Irrelevancies and Distractions

  1. The NT accounts were written decades after the events they describe: most (though not all) Christian arguments for the historicity of the resurrection hinge on the claim that people like Peter and Paul claimed to have seem the risen Jesus (alone and in groups), and were later harshly persecuted for their beliefs. That personal acquaintances of Jesus (which Paul wasn’t but Peter and the other apostles were) made such claims is widely accepted by relevant scholars, and therefore is problematic for atheists to deny (see also above about Jesus never existing). If this crucial fact is accepted, then it is largely or entirely beside the point how long after the event the gospels were written, because the key historical detail they contain pertinent to the matter has already been admitted. If the atheist wishes to argue that the gospels were written so long after the event that even this central fact is unreliable, then they are going against the consensus of scholarship.
  2. There are contradictions and inaccuracies in the NT: along with (I think, though I haven’t seen survey data) the majority of scholars, I agree that there are events recorded in the NT which are very unlikely to be historical and which are both seemingly internally contradictory and at odds with extra-biblical evidence (the birth narratives being my favourite example, the genealogies being another). Some Christians won’t agree with me on those points, but that’s irrelevant here. The key point is, what I think about these passages, and indeed what other scholars think about them, is not essentially relevant to most of the arguments that Christians make concerning the evidence for the resurrection.
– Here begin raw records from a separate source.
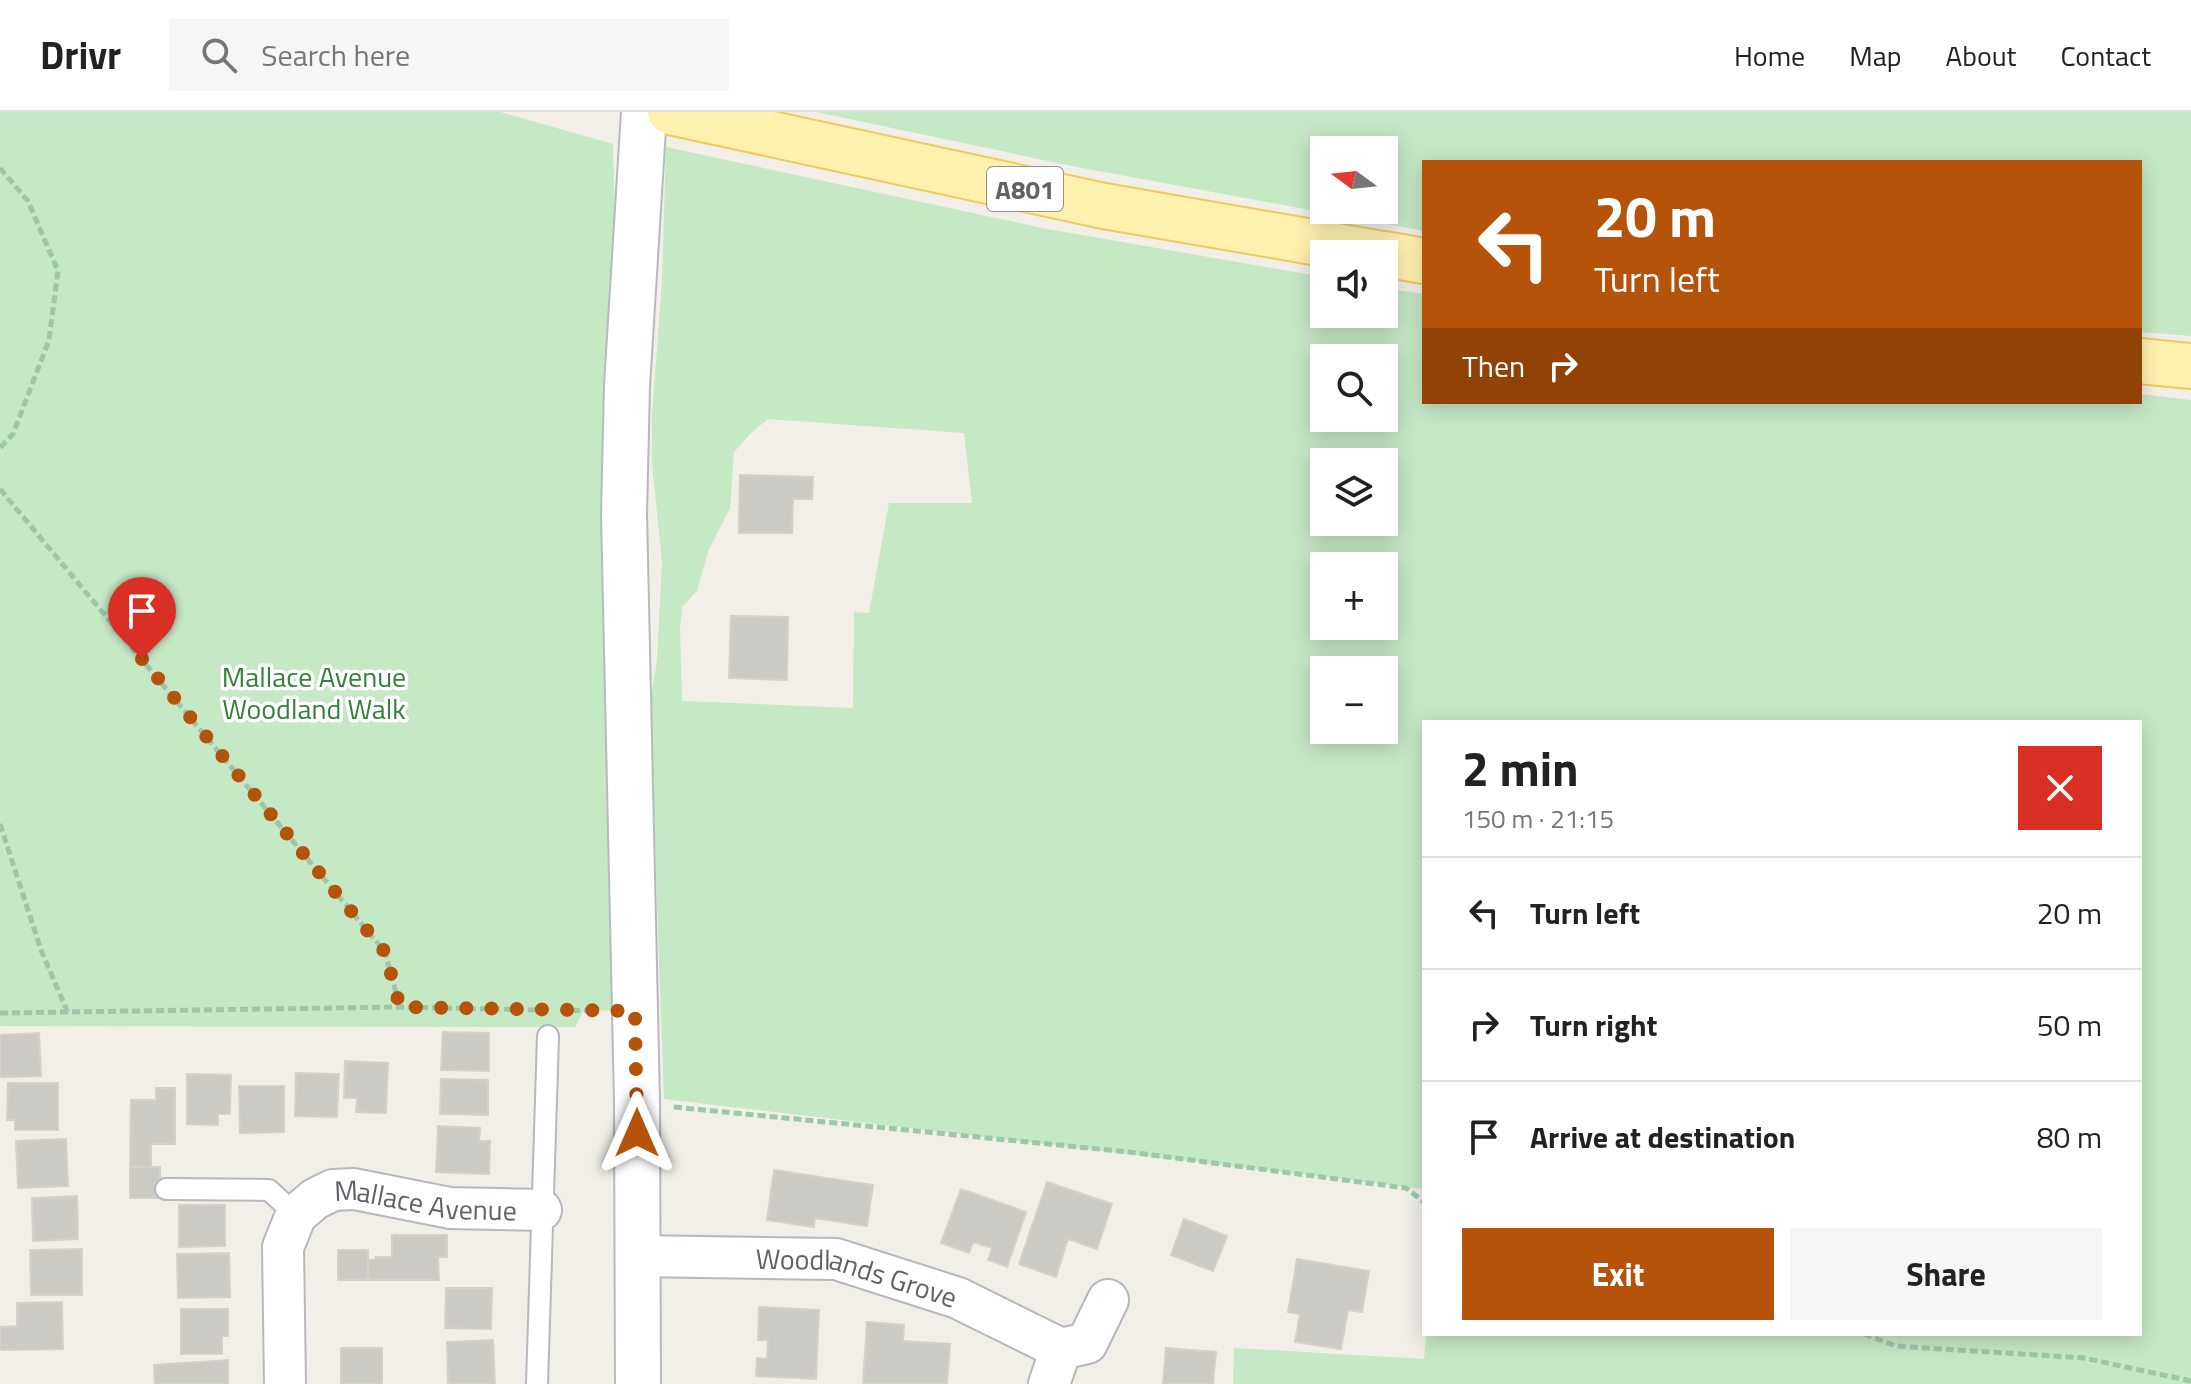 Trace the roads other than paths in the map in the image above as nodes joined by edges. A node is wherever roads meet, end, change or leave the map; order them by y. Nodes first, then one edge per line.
1 (644, 112) edge
2 (670, 112) edge
3 (1310, 241) edge
4 (1398, 257) edge
5 (1422, 261) edge
6 (2142, 361) edge
7 (2191, 366) edge
8 (548, 1036) dead end
9 (166, 1189) dead end
10 (541, 1210) junction
11 (296, 1215) junction
12 (637, 1256) junction
13 (1108, 1300) dead end
14 (1055, 1367) edge
15 (285, 1384) edge
16 (537, 1384) edge
17 (638, 1384) edge

1 - 12 main road
2 - 3 main road, A801
4 - 5 main road, A801
6 - 7 main road
8 - 10 lane
9 - 11 lane
10 - 11 street, Mallace Avenue
10 - 16 lane
11 - 15 street, Mallace Avenue
12 - 14 street, Woodlands Grove
12 - 17 main road
13 - 14 street, Woodlands Grove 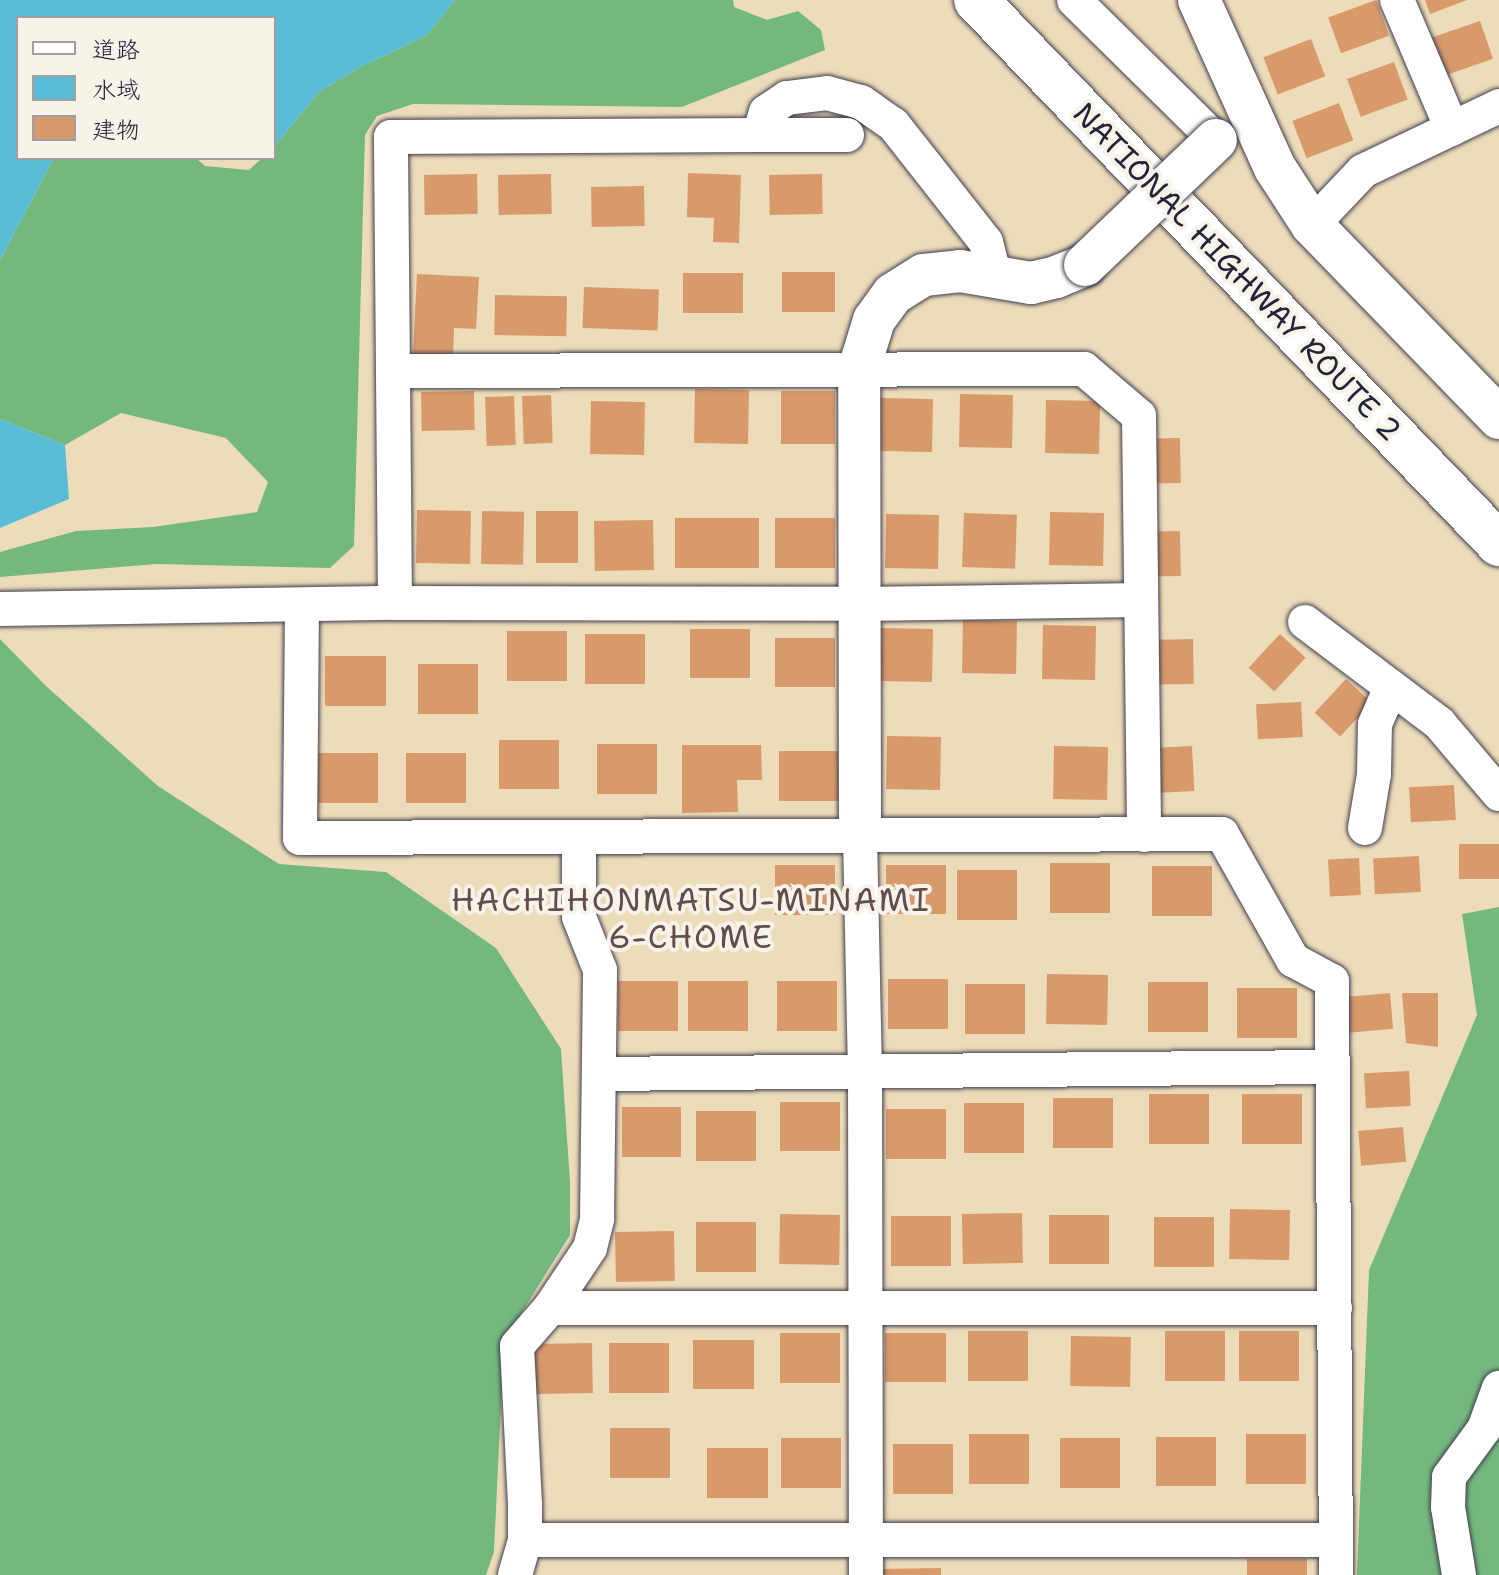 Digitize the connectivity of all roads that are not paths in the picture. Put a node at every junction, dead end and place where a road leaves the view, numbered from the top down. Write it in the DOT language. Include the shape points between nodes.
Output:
graph roads {
  1 [pos="1074,0"];
  2 [pos="1199,0"];
  3 [pos="1397,0"];
  4 [pos="977,1"];
  5 [pos="1499,106"];
  6 [pos="1250,113"];
  7 [pos="1452,129"];
  8 [pos="759,135"];
  9 [pos="847,135"];
  10 [pos="1216,140"];
  11 [pos="1312,225"];
  12 [pos="995,277"];
  13 [pos="859,369"];
  14 [pos="393,371"];
  15 [pos="1376,418"];
  16 [pos="1499,418"];
  17 [pos="1499,544"];
  18 [pos="1499,570"];
  19 [pos="1141,600"];
  20 [pos="395,603"];
  21 [pos="859,604"];
  22 [pos="302,605"];
  23 [pos="0,609"];
  24 [pos="1305,622"];
  25 [pos="1391,687"];
  26 [pos="1499,794"];
  27 [pos="1365,828"];
  28 [pos="1144,835"];
  29 [pos="860,836"];
  30 [pos="579,838"];
  31 [pos="1333,1067"];
  32 [pos="865,1070"];
  33 [pos="599,1074"];
  34 [pos="864,1307"];
  35 [pos="550,1308"];
  36 [pos="1335,1308"];
  37 [pos="1499,1388"];
  38 [pos="866,1539"];
  39 [pos="525,1540"];
  40 [pos="1335,1540"];
  41 [pos="515,1575"];
  42 [pos="866,1575"];
  43 [pos="1336,1575"];
  44 [pos="1459,1575"];
  1 -- 10 [label="street"];
  2 -- 6 [label="street"];
  3 -- 7 [label="street"];
  4 -- 15 [label="highway, NATIONAL HIGHWAY ROUTE 2"];
  5 -- 7 [label="street"];
  6 -- 10 [label="street"];
  6 -- 11 [label="street" via="1275,168"];
  7 -- 11 [label="street" via="1363,171"];
  8 -- 9 [label="street"];
  8 -- 12 [label="street" via="766,112 787,98 827,93 861,102 893,124 986,242"];
  8 -- 14 [label="street" via="391,137"];
  10 -- 12 [label="street, bridge" via="1085,265 1031,283"];
  11 -- 16 [label="street"];
  12 -- 13 [label="street" via="960,271 924,275 893,294 874,320"];
  13 -- 14 [label="street"];
  13 -- 19 [label="street" via="1084,369 1139,416"];
  13 -- 21 [label="street"];
  14 -- 20 [label="street"];
  15 -- 17 [label="highway, NATIONAL HIGHWAY ROUTE 2"];
  15 -- 18 [label="highway"];
  19 -- 21 [label="street"];
  19 -- 28 [label="street"];
  20 -- 21 [label="street"];
  20 -- 22 [label="street"];
  21 -- 29 [label="street"];
  22 -- 23 [label="street"];
  22 -- 30 [label="street" via="300,838"];
  24 -- 25 [label="street"];
  25 -- 26 [label="street" via="1439,723"];
  25 -- 27 [label="street" via="1375,724"];
  28 -- 29 [label="street"];
  28 -- 31 [label="street" via="1222,834 1293,960 1332,981"];
  29 -- 30 [label="street"];
  29 -- 32 [label="street"];
  30 -- 33 [label="street" via="579,917 600,970"];
  31 -- 32 [label="street"];
  31 -- 36 [label="street"];
  32 -- 33 [label="street"];
  32 -- 34 [label="street"];
  33 -- 35 [label="street" via="597,1219 590,1248"];
  34 -- 35 [label="street"];
  34 -- 36 [label="street"];
  34 -- 38 [label="street"];
  35 -- 39 [label="street" via="517,1346"];
  36 -- 40 [label="street"];
  37 -- 44 [label="street" via="1484,1429 1449,1477 1448,1507"];
  38 -- 39 [label="street"];
  38 -- 40 [label="street"];
  38 -- 42 [label="street"];
  39 -- 41 [label="street"];
  40 -- 43 [label="street"];
}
It doesn’t matter that the birth accounts are problematic. The evidence, so the argument goes, rests on the eyewitness testimony provided by the apostles and others and recorded (perhaps not first handed but recorded nonetheless) in the New Testament.
  3. There are many other competing miracle claims: this is not completely irrelevant (and indeed I have written quite extensively on the issue of comparative miracle claims), however it is not sufficient for an atheist to merely cite the existence of competing miracle claims in other religions, as the existence of false miracles does not preclude the existence of genuine ones (though it may well alter relevant probabilities concerning our belief that the miracle is genuine). As with anything, the details of a claim, including the evidence available and the potential presence of competing non-miraculous explanations, need to be examined and compared to those of competing claims. I have been critical of Christians for making relatively little effort to do this, but in my experience atheists tend to be equally disinterested in such an endeavour, which is perhaps even more problematic given that atheists tend to spend more time talking (at least in general terms) about ‘other miracle claims’.

Conclusions

My purpose in writing this piece is not to point fingers or imply that atheists are stupid or ignorant (though undoubtedly some are). My purpose is rather to promote better, more carefully considered dialogue between Christians and Atheists, where all persons take the time to think carefully through their own arguments and those of their opponents. Atheists typically pride themselves on being rational and basing their beliefs on evidence, but very often I have found they are far less consistent in applying these ideals to questions of religion and philosophy than they should be – not that I am perfect myself, but I think we can all try harder. Making arguments which are grossly dismissive of the scholarly work on relevant matters, as unfortunately atheists often do, is not helpful in moving forward dialogue on these very important matters. It is also not consistent with an unyielding and impartial (or as near as we can make it) search for the truth, wherever such a search will lead us. This is the search I am on, and I warmly invite all others, Christian and Atheist alike, to join me.